__YOUR ASSIGNMENT__
Repeat the entries that follow verbatim, without any of their pictures.

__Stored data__
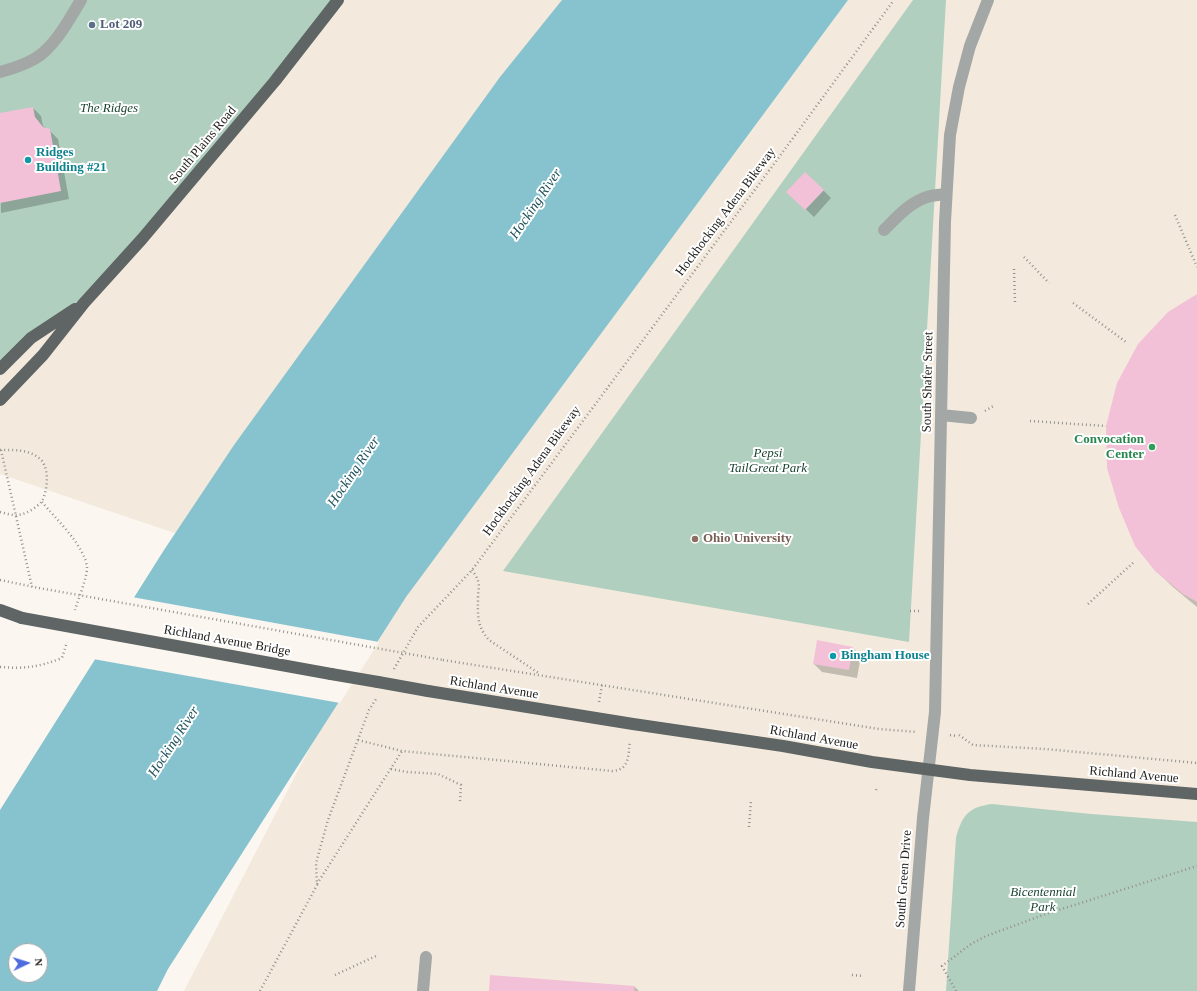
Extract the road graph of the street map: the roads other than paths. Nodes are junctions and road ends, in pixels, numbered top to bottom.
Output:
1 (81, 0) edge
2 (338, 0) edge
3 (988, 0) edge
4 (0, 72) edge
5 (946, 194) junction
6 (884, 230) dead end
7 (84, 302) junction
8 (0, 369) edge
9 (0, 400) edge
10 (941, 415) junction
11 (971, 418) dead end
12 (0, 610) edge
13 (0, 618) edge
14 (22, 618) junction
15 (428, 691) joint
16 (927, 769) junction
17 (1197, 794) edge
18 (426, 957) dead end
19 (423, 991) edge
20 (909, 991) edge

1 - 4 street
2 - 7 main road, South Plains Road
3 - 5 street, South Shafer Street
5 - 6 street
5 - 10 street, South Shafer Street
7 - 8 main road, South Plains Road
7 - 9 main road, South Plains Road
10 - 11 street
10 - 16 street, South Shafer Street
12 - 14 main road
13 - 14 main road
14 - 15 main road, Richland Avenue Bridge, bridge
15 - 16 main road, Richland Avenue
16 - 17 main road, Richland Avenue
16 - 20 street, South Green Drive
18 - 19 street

__ANSWER TO THIS PROBLEM__
Extract the road graph of the street map: the roads other than paths. Nodes are junctions and road ends, in pixels, numbered top to bottom.
Output:
1 (81, 0) edge
2 (338, 0) edge
3 (988, 0) edge
4 (0, 72) edge
5 (946, 194) junction
6 (884, 230) dead end
7 (84, 302) junction
8 (0, 369) edge
9 (0, 400) edge
10 (941, 415) junction
11 (971, 418) dead end
12 (0, 610) edge
13 (0, 618) edge
14 (22, 618) junction
15 (428, 691) joint
16 (927, 769) junction
17 (1197, 794) edge
18 (426, 957) dead end
19 (423, 991) edge
20 (909, 991) edge

1 - 4 street
2 - 7 main road, South Plains Road
3 - 5 street, South Shafer Street
5 - 6 street
5 - 10 street, South Shafer Street
7 - 8 main road, South Plains Road
7 - 9 main road, South Plains Road
10 - 11 street
10 - 16 street, South Shafer Street
12 - 14 main road
13 - 14 main road
14 - 15 main road, Richland Avenue Bridge, bridge
15 - 16 main road, Richland Avenue
16 - 17 main road, Richland Avenue
16 - 20 street, South Green Drive
18 - 19 street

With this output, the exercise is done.